(Extracted records)
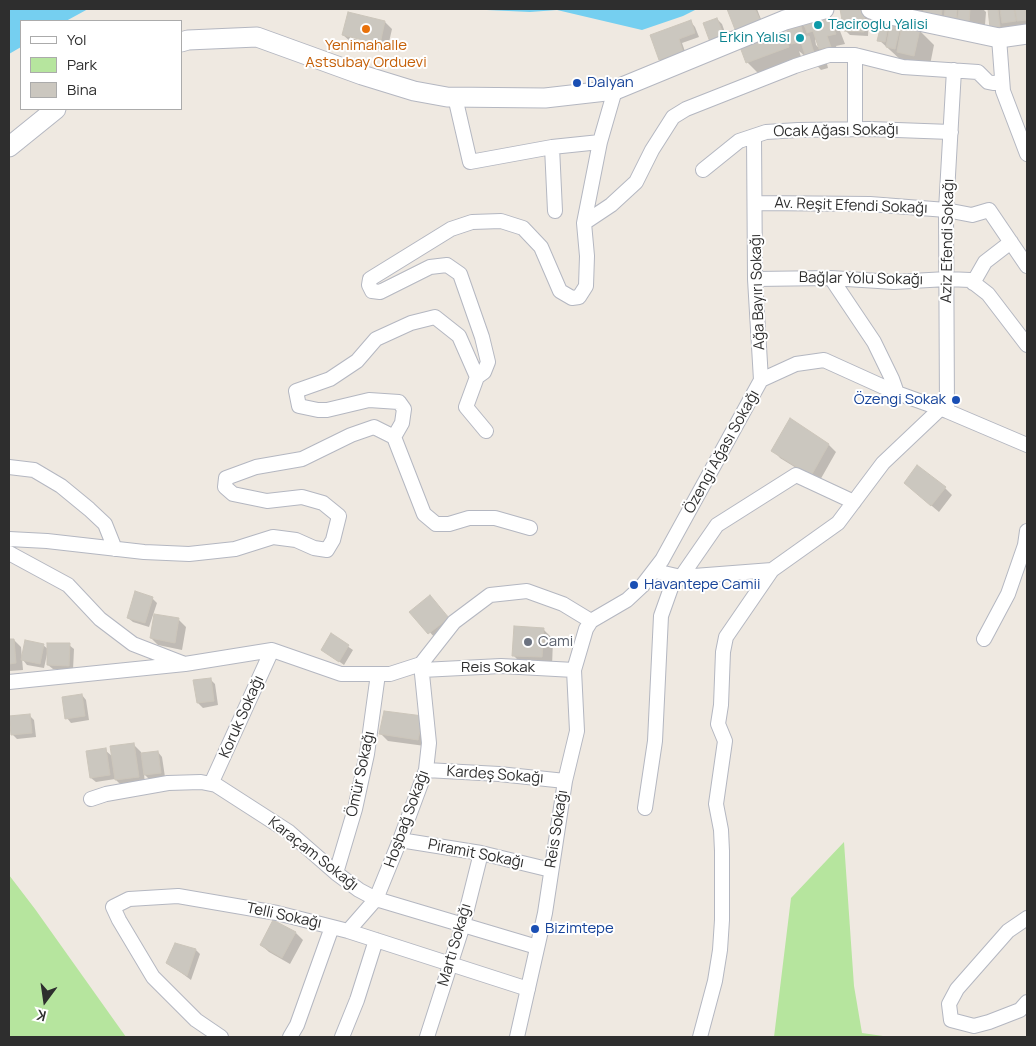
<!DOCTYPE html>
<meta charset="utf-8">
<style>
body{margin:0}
#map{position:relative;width:1036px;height:1046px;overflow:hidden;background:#efe9e1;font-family:Manrope,sans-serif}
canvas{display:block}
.frame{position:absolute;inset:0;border:10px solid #2e2e2e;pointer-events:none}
.legend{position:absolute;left:20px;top:20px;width:162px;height:90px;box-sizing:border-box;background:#fff;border:1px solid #ababab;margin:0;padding:6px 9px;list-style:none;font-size:15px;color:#2e2e2e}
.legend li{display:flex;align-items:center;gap:10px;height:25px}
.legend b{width:25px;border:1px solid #ababab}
.north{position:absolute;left:20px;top:976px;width:50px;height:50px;-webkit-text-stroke:4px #fff;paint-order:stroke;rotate:194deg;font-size:14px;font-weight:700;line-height:20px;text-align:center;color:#2e2e2e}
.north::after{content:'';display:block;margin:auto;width:18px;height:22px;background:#2e2e2e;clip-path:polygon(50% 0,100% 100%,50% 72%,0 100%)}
</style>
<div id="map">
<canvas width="1036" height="1046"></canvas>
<div class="frame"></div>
<ul class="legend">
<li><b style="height:6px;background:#fff"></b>Yol</li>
<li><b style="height:14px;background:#b6e59e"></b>Park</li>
<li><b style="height:14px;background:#cbc7bf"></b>Bina</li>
</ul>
<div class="north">K</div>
</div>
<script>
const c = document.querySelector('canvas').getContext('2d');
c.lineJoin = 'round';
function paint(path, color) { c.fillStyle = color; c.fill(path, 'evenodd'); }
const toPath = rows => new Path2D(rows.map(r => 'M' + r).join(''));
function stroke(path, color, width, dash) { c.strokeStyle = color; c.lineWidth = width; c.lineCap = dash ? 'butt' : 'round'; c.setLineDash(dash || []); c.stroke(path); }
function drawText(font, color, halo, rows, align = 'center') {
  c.font = font + ' Manrope,sans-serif'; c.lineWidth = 4; c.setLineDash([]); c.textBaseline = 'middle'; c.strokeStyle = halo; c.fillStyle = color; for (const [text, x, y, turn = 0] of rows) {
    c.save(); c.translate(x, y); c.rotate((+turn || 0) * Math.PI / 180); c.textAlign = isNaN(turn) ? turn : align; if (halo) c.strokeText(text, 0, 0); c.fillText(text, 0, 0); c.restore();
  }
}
const green = toPath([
 [844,842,854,986,862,1033,890,1037,774,1037,791,898],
 [9,875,35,909,126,1037,9,1037]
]);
const water = toPath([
 [9,9,88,9,66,21,21,21,21,47,9,54],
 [465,9,697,9,683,16,642,30,557,10,530,12]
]);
const shadow = toPath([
 [728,9,757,9,764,27,737,32],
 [853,9,864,13,869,18,868,36,850,35,845,30,841,10],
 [881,9,983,9,986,12,984,38],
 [989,9,1027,9,1027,36,991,28],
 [827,13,837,23,845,44,836,46,840,57,824,52,828,68,821,70,810,58,807,58,799,51,803,62,762,77,747,62,782,32,791,40,798,20,806,28],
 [815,39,818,43,820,49,816,45],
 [717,19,722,24,728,41,716,46],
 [385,22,392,29,387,51,351,42,343,35],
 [350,36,386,44,386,47,350,38],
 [691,22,695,27,699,37,682,43,687,57,665,64,661,60,652,36],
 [889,23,892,26,903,26,919,30,934,45,929,70,902,61,879,40],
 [829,445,836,452,819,482,780,458,773,450],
 [945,488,952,495,939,512,913,490],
 [430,597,455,626,437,640,411,612],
 [152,598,157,603,149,627,133,622,128,618],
 [179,620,186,627,182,650,158,645,151,638],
 [543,629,553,639,552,667,523,665,513,655],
 [331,635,353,650,344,665,322,649],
 [9,640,14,640,21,647,23,670,9,671],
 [43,645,49,650,69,645,74,649,73,670,53,669,48,665,47,654,44,668,27,665,23,660],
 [210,679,215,684,218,705,203,708,198,703,195,681],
 [82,695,86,700,89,720,71,723,67,718],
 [29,715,34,720,36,737,17,739,13,735],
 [422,717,425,746,388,741,381,734],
 [133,744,141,752,141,754,158,752,162,757,165,777,149,779,144,774,145,784,123,787,115,779,96,782,91,778,105,750,113,757],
 [296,933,303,940,290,964,269,952,261,945],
 [196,950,200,954,191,980,168,963]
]);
const building = toPath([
 [727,9,755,9,761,22,736,32,727,9],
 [840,9,856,9,865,12,864,32,844,31,840,9],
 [924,9,942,9,941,18,923,14,924,9],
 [945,9,957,9,956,22,944,22,945,9],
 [959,9,970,9,969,23,957,22,959,9],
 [988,9,998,9,1000,27,990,28,988,9],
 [1000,9,1014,9,1016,21,1002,23,1000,9],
 [1015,9,1025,9,1027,20,1017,21,1015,9],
 [348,12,385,21,380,44,342,35,348,12],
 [827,12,836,34,827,36,831,47,819,49,813,31,807,33,802,19,827,12],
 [717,18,724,36,710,42,703,23,717,18],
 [799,19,804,37,809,36,814,53,805,55,801,42,791,44,787,31,789,30,786,23,799,19],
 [691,20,695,33,679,39,683,52,659,60,650,35,691,20],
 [882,21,889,22,885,42,877,41,882,21],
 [891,21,901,23,895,49,886,47,891,21],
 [902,25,920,29,914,56,897,52,902,25],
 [783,31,789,47,746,63,740,47,783,31],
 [790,418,829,444,811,476,771,451,790,418],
 [917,465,946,487,931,506,904,483,917,465],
 [135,591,153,597,145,623,127,618,135,591],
 [430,595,449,618,428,634,409,612,430,595],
 [154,614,179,618,175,643,150,638,154,614],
 [514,626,544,628,542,657,512,656,514,626],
 [331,633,349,645,339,662,321,650,331,633],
 [9,639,14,639,16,663,9,664,9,639],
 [25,640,44,644,40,664,21,660,25,640],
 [47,643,70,643,69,666,47,665,47,643],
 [211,678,214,701,197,703,193,680,211,678],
 [82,694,85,716,65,719,62,697,82,694],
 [384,711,423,716,418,740,379,734,384,711],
 [30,714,32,733,11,735,9,716,30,714],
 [134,743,139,777,115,780,110,746,134,743],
 [106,748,110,775,90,778,86,751,106,748],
 [158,751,161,773,144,775,141,753,158,751],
 [273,920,296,932,282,958,260,945,273,920],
 [175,943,196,949,187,976,166,963,175,943]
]);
const minor = toPath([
 [999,38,1003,91,1027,154],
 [455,97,470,162,552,147,600,142],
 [855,129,855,55],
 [754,136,755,279,761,380],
 [552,147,555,211],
 [703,170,739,141,766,132,798,130,870,129,951,132],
 [755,203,870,204,946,210,972,215,989,210,1027,266],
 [584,223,611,205,636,182,652,150,673,117,686,109,795,66,829,55,855,55,903,67,978,72,988,82,993,83,1002,82],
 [831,278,874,342,892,379,897,393],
 [755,279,831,278,894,282,947,279,970,280,988,294,1027,345],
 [973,283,985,262,1011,242],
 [947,411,946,210,954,70],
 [486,431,466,407,477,377,484,372,488,362,482,337,460,274,447,265,430,267,380,292,372,291,369,285,370,279,451,229,472,222,501,221,523,228,541,247,560,291,572,298,579,297,586,286,587,256,584,223,600,142,615,90],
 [394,437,402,423,404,409,399,402,369,400,327,410,318,410,299,406,296,391,330,379,357,361,376,339,411,323,435,317,459,336,477,377],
 [9,467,34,470,61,486,89,509,105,524,115,549],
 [9,539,47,541,144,552,189,554,235,549,273,537,296,540,314,548,327,550,333,540,339,516,323,503,302,497,267,501,233,494,225,487,226,478,256,467,302,459,351,435,374,427,394,437,424,514,436,524,449,524,469,518,495,518,530,528],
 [9,553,68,585,100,619,133,644,182,663],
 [655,571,681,577,717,525,796,475,854,502],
 [984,639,1008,594,1025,545,1027,531],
 [422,670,501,666,574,670],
 [9,682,185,664,272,650,341,674,390,674,421,664,454,622,490,595,527,591,563,604,591,621],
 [426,770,499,774,565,781],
 [211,784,272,650],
 [91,799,106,794,168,783,201,782,216,785,289,832,336,873,359,890,376,899,537,947],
 [645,808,655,741,661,616,672,585,681,577,772,570],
 [400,840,481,853,551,870],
 [336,873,355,809,367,754,378,674],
 [1027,918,1008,931,957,989,949,1004,951,1020,974,1026,989,1022,1020,1010,1027,1002],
 [348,931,376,899,400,840,426,770,429,743,421,664],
 [221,1037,196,1020,153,977,119,920,113,907,129,899,178,896,277,913,348,931,528,989],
 [290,1037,297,1025,332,927],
 [342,1037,357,1000,376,940],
 [427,1037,463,925,481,853],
 [517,1037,545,913,565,781,577,731,574,670,586,629,591,621,627,600,642,586,662,560,761,380,796,364,824,360,897,393,947,411,1027,445],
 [700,1037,715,981,720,950,722,920,722,851,721,830,716,804,725,741,718,724,721,705,723,652,726,637,772,570,838,523,883,463,940,409]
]);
const secondary = toPath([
 [871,9,886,14,999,38,1027,34],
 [181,42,188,40,257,37,362,75,414,91,447,97,545,98,615,90,785,20,824,9],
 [9,147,56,109]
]);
const markers = [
 [818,25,5,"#0f9aa8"],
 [366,29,5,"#e8710a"],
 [800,38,5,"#0f9aa8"],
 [577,83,5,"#1a4fb4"],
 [956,400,5,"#1a4fb4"],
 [634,585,5,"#1a4fb4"],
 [528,642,5,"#6b7280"],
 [535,929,5,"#1a4fb4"]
];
const cultureNames = [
 ["Taciroglu Yalisi",828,25],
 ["Erkin Yalısı",790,38,"right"]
];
const foodNames = [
 ["Yenimahalle",366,46],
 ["Astsubay Orduevi",366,63]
];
const transitNames = [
 ["Dalyan",587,83],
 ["Özengi Sokak",946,400,"right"],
 ["Havantepe Camii",644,585],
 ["Bizimtepe",545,929]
];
const streetNames = [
 ["Ocak Ağası Sokağı",836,131,-1],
 ["Av. Reşit Efendi Sokağı",851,206,2],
 ["Aziz Efendi Sokağı",948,241,-89],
 ["Bağlar Yolu Sokağı",861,279,1],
 ["Ağa Bayırı Sokağı",758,292,-92],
 ["Özengi Ağası Sokağı",722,452,-61],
 ["Reis Sokak",498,668],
 ["Koruk Sokağı",242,717,-66],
 ["Ömür Sokağı",361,774,-78],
 ["Kardeş Sokağı",495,775,4],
 ["Hoşbağ Sokağı",407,819,-70],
 ["Reis Sokağı",557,829,-81],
 ["Karaçam Sokağı",313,854,38],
 ["Piramit Sokağı",476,854,11],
 ["Telli Sokağı",284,916,12],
 ["Martı Sokağı",455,945,-74]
];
const worshipNames = [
 ["Cami",538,642]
];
paint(green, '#b6e59e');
paint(water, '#75cff0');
paint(shadow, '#0003');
paint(building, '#cbc7bf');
stroke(building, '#cbc5ba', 1);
stroke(minor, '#b4b7c1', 16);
stroke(secondary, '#b4b7c1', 21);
stroke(minor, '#fff', 14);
stroke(secondary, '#fff', 19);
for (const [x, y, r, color] of markers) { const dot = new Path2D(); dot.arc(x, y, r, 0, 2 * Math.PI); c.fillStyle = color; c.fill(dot); stroke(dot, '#fff', 2); }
drawText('15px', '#0d838f', '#fff', cultureNames, 'left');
drawText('15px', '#c56008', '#fff', foodNames);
drawText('15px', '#164399', '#fff', transitNames, 'left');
drawText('15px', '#2e2e2e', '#fff', streetNames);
drawText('15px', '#5b616d', '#fff', worshipNames, 'left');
</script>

### AIM OF THE EXERCISE
Check each line of the data above for the word "function" and state how many lines contain it, with no other text.

### ANSWER TO THIS TASK
3